» **INPUT MATERIAL**
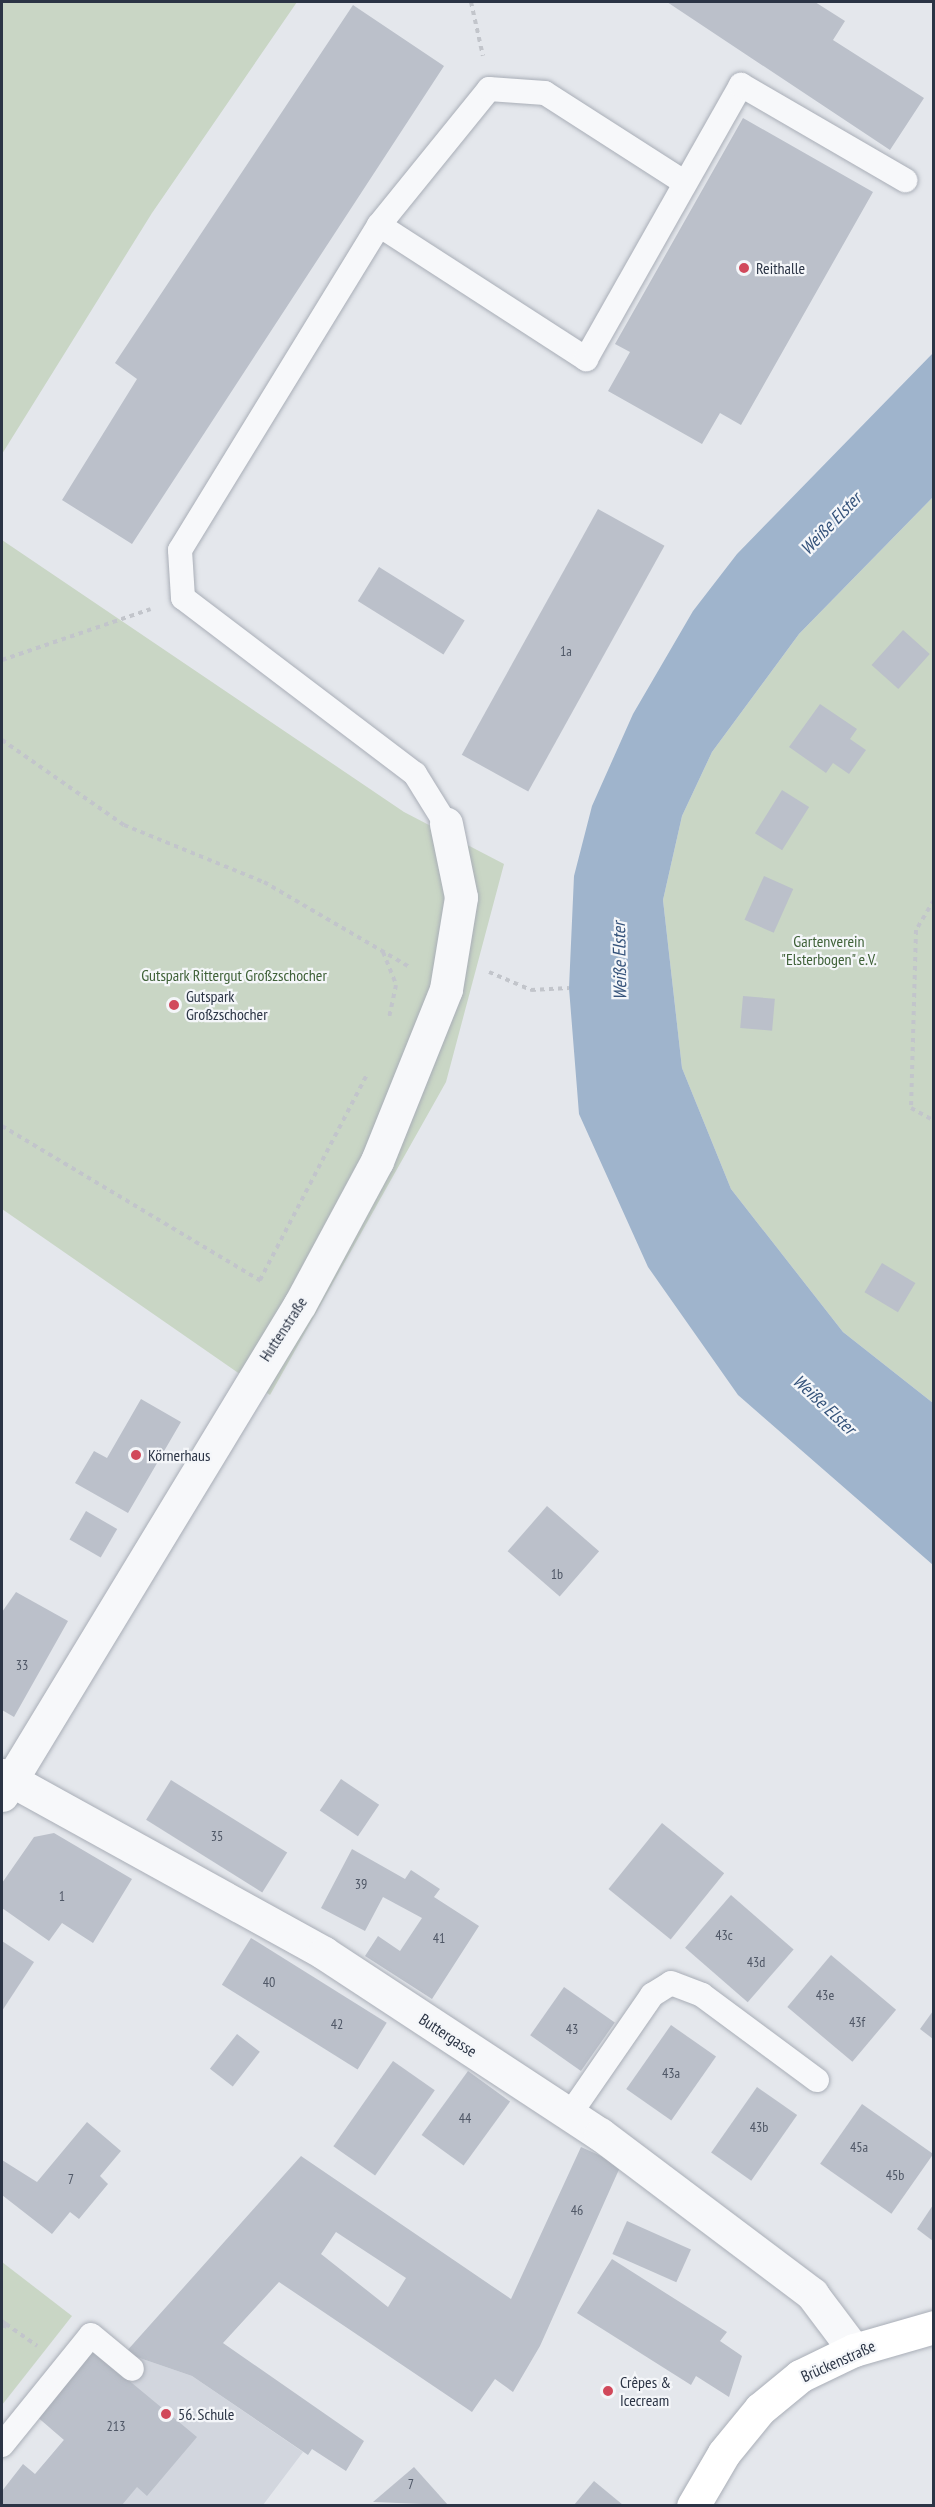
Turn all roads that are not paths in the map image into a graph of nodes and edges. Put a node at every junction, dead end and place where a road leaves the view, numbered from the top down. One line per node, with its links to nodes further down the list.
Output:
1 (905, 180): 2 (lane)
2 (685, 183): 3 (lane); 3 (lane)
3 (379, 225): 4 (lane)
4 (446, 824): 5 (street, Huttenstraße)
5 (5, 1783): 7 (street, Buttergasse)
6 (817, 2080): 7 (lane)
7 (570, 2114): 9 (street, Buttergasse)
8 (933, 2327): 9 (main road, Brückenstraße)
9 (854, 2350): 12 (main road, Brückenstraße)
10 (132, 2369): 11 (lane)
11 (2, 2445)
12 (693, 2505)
---
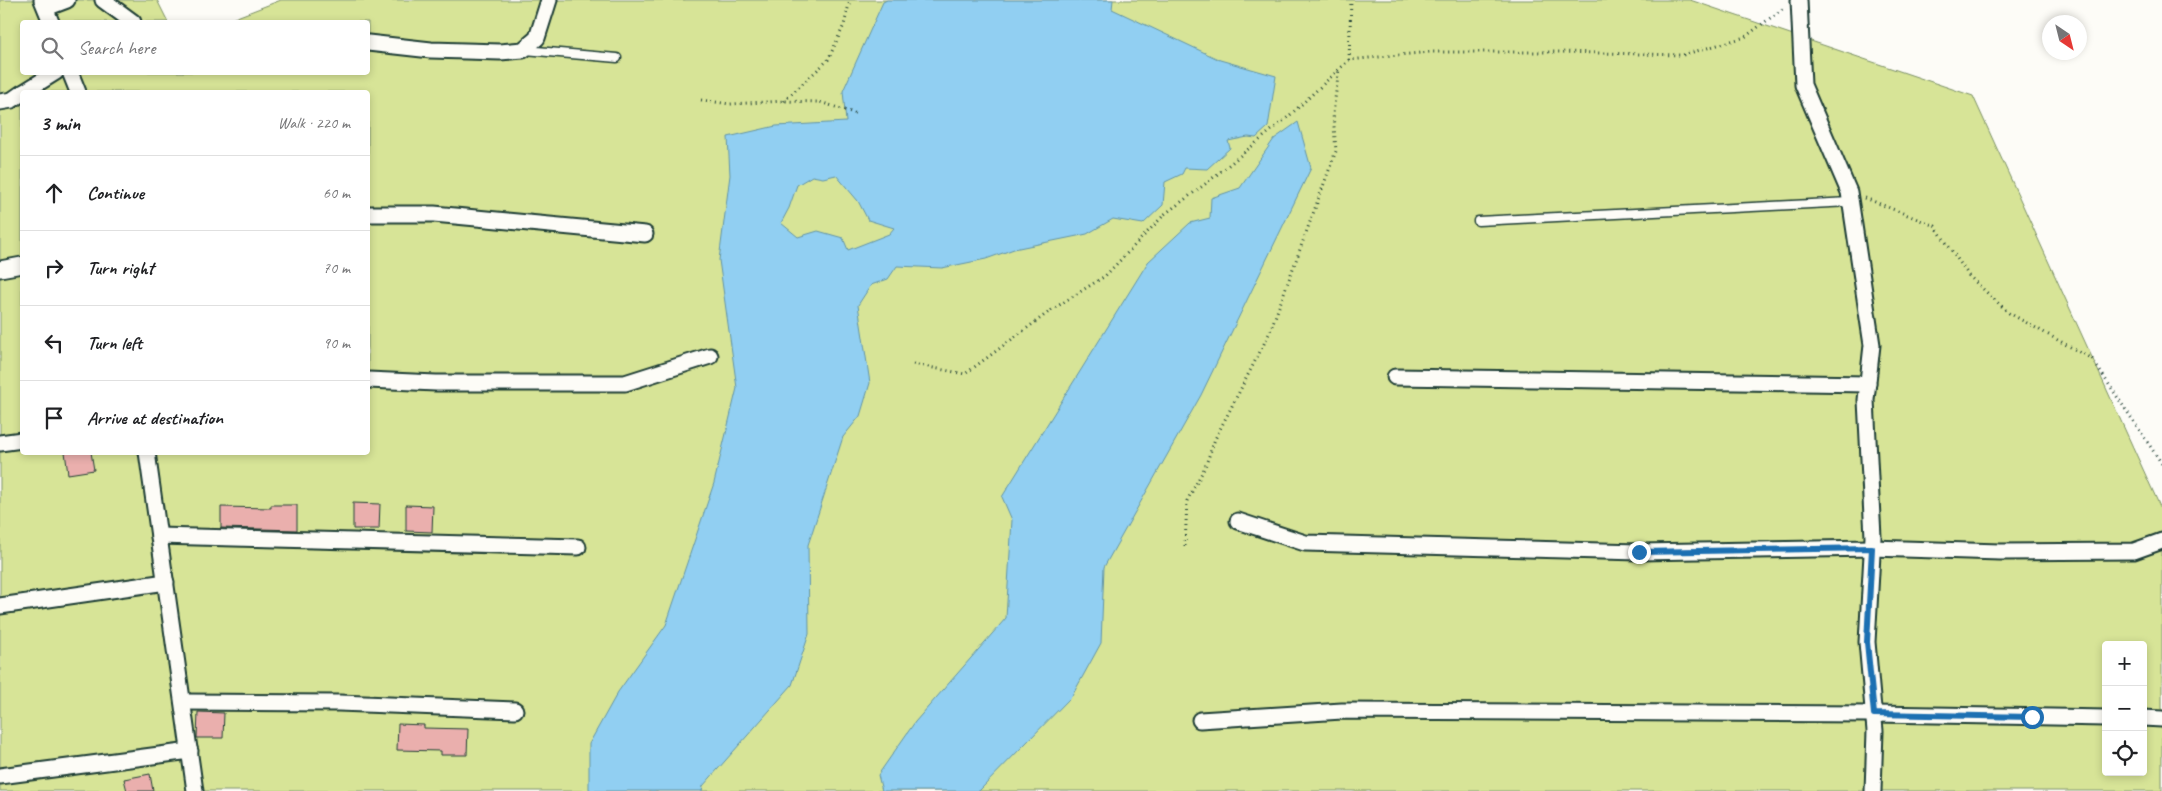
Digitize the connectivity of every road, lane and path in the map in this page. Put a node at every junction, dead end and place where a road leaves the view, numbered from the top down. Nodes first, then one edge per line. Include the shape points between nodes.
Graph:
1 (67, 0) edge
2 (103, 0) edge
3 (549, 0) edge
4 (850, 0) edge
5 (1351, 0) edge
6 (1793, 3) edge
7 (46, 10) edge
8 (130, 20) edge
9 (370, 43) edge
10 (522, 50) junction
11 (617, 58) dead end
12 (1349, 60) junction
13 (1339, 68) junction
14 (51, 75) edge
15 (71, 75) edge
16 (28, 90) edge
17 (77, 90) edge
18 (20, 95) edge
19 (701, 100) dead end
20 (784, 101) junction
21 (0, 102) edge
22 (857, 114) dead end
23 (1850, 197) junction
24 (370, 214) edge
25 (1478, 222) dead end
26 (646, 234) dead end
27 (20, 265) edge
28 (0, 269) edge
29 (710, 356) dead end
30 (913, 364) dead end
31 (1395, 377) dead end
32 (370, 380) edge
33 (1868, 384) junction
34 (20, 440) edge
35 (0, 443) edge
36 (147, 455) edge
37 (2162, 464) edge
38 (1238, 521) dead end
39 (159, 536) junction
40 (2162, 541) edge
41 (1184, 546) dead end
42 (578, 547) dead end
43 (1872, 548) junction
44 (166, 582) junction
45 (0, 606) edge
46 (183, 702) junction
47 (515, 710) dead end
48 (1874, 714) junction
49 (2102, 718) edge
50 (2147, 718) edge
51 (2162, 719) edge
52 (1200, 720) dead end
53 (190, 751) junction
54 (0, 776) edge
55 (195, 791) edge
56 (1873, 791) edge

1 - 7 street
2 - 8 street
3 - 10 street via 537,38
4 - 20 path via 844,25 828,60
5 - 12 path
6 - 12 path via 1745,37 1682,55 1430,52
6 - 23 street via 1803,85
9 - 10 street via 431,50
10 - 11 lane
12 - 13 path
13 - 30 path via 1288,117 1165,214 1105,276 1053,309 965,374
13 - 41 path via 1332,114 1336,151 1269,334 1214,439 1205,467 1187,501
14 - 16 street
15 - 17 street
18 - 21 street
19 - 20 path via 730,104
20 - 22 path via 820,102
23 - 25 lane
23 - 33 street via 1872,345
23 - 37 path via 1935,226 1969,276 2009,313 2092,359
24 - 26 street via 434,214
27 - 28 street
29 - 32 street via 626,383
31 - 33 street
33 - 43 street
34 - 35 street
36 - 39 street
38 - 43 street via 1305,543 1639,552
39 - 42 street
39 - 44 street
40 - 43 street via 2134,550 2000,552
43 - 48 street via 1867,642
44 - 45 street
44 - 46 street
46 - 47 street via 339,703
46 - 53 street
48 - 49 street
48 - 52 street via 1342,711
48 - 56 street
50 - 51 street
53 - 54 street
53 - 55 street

» **PROBLEM TO SOLVE**
This task needs one value: the number of lines in the material above that contain the word "every".

» **ANSWER FOR THIS EXERCISE**
2